SOURCE MATERIAL
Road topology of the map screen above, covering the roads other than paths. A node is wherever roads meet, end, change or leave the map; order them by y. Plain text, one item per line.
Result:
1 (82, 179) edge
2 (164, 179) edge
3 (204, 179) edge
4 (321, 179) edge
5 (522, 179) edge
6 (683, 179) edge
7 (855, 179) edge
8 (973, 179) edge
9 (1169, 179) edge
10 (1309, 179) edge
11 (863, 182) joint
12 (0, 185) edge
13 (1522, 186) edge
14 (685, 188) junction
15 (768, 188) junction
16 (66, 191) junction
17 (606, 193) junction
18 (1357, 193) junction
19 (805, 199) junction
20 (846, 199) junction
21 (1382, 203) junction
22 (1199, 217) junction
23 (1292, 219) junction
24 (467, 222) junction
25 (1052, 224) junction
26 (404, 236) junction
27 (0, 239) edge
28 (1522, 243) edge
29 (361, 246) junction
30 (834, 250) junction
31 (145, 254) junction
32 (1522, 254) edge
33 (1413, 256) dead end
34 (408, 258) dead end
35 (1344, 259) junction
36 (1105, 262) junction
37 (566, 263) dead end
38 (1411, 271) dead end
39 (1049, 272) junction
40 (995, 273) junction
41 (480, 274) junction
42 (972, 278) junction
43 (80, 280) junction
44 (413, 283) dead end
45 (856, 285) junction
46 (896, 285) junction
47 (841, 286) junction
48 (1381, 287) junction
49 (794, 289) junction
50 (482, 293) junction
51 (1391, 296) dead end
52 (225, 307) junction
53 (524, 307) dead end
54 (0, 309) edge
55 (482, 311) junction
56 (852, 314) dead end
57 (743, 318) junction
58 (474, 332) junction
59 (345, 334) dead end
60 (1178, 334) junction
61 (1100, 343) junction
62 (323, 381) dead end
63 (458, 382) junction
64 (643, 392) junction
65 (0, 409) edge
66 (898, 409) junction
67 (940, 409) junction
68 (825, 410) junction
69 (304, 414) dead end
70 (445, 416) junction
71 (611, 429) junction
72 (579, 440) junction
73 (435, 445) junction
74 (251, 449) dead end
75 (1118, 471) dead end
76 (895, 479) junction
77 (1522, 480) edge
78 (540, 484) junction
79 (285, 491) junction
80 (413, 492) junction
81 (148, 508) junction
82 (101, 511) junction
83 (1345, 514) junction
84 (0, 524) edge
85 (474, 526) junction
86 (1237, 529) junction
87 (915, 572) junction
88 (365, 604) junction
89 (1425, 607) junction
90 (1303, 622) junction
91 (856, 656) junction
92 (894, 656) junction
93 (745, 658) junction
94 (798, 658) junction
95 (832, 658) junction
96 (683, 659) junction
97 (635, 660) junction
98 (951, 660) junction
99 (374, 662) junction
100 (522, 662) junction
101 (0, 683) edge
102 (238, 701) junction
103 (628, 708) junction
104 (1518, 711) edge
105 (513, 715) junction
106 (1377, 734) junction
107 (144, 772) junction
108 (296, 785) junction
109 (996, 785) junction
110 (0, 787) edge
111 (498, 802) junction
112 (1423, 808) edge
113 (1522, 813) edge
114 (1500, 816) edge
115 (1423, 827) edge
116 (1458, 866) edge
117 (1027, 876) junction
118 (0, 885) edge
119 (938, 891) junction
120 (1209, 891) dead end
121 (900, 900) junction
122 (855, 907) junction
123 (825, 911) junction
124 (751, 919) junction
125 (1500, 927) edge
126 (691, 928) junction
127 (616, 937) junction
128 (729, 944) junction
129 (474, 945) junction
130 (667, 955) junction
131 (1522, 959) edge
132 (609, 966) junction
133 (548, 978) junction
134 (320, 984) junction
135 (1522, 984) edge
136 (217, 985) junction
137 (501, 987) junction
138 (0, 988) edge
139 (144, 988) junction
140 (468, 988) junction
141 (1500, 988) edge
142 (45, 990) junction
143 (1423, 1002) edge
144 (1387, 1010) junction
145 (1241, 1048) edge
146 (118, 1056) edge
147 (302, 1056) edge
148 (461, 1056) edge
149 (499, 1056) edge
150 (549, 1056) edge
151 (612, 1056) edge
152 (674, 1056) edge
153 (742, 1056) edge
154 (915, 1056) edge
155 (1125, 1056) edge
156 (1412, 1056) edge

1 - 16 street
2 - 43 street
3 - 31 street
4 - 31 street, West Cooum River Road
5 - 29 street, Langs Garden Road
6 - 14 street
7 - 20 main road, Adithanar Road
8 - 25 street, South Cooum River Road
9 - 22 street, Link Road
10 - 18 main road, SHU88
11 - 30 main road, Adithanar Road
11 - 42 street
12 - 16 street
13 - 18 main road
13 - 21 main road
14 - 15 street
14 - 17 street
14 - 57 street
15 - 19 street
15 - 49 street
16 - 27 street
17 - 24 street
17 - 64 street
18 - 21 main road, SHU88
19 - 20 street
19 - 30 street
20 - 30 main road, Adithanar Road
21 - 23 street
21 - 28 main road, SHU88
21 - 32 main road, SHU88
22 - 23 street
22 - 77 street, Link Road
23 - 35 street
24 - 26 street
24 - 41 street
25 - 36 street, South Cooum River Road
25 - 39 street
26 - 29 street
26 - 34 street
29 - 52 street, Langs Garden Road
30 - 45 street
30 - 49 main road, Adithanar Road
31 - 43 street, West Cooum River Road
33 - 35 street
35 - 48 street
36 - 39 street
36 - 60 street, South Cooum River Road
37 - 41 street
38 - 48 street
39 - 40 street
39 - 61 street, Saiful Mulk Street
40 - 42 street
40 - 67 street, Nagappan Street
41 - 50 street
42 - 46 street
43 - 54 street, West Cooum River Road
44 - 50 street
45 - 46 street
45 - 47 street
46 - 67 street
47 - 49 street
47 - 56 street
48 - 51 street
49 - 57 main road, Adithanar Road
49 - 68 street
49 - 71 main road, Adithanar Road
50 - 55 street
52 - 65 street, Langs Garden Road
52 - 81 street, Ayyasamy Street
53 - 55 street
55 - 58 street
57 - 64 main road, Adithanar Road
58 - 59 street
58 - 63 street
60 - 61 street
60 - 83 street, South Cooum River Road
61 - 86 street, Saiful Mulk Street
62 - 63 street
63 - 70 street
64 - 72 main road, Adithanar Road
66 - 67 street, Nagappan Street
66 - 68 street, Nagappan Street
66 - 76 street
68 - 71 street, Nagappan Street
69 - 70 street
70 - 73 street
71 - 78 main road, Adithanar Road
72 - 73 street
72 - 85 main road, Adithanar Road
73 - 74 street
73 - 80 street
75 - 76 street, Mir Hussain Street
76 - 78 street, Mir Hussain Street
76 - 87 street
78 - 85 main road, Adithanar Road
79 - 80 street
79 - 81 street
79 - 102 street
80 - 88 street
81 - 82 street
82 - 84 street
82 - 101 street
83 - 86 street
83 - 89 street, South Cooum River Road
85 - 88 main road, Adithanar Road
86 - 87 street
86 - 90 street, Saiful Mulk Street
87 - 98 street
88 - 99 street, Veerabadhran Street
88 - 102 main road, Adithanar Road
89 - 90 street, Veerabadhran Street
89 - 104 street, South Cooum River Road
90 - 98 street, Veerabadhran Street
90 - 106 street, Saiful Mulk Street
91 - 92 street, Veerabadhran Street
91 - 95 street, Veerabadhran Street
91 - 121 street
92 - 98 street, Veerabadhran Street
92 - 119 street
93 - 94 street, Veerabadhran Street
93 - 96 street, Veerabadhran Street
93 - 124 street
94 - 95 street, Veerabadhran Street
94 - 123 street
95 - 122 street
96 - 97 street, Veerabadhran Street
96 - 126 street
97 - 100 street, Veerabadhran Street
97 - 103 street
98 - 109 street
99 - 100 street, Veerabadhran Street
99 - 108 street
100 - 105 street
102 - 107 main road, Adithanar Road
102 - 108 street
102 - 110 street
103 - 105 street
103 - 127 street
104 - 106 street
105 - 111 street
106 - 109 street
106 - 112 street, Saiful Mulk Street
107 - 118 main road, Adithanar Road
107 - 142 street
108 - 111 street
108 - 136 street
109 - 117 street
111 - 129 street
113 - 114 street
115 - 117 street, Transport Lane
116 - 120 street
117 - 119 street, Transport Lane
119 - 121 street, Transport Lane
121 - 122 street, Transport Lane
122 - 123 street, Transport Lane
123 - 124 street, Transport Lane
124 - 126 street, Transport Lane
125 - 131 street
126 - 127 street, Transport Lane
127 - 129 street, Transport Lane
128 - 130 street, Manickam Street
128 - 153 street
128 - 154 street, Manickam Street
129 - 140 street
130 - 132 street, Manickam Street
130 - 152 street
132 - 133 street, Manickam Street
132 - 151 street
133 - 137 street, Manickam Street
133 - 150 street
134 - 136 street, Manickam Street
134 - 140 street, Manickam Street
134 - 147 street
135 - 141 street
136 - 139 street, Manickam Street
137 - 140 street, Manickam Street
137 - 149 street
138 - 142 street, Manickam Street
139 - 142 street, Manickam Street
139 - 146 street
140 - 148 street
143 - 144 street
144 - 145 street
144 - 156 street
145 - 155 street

ASSIGNMENT
In the records above, locate the lines holding the word "Link". Copy each of them.

RESULT BELOW
9 - 22 street, Link Road
22 - 77 street, Link Road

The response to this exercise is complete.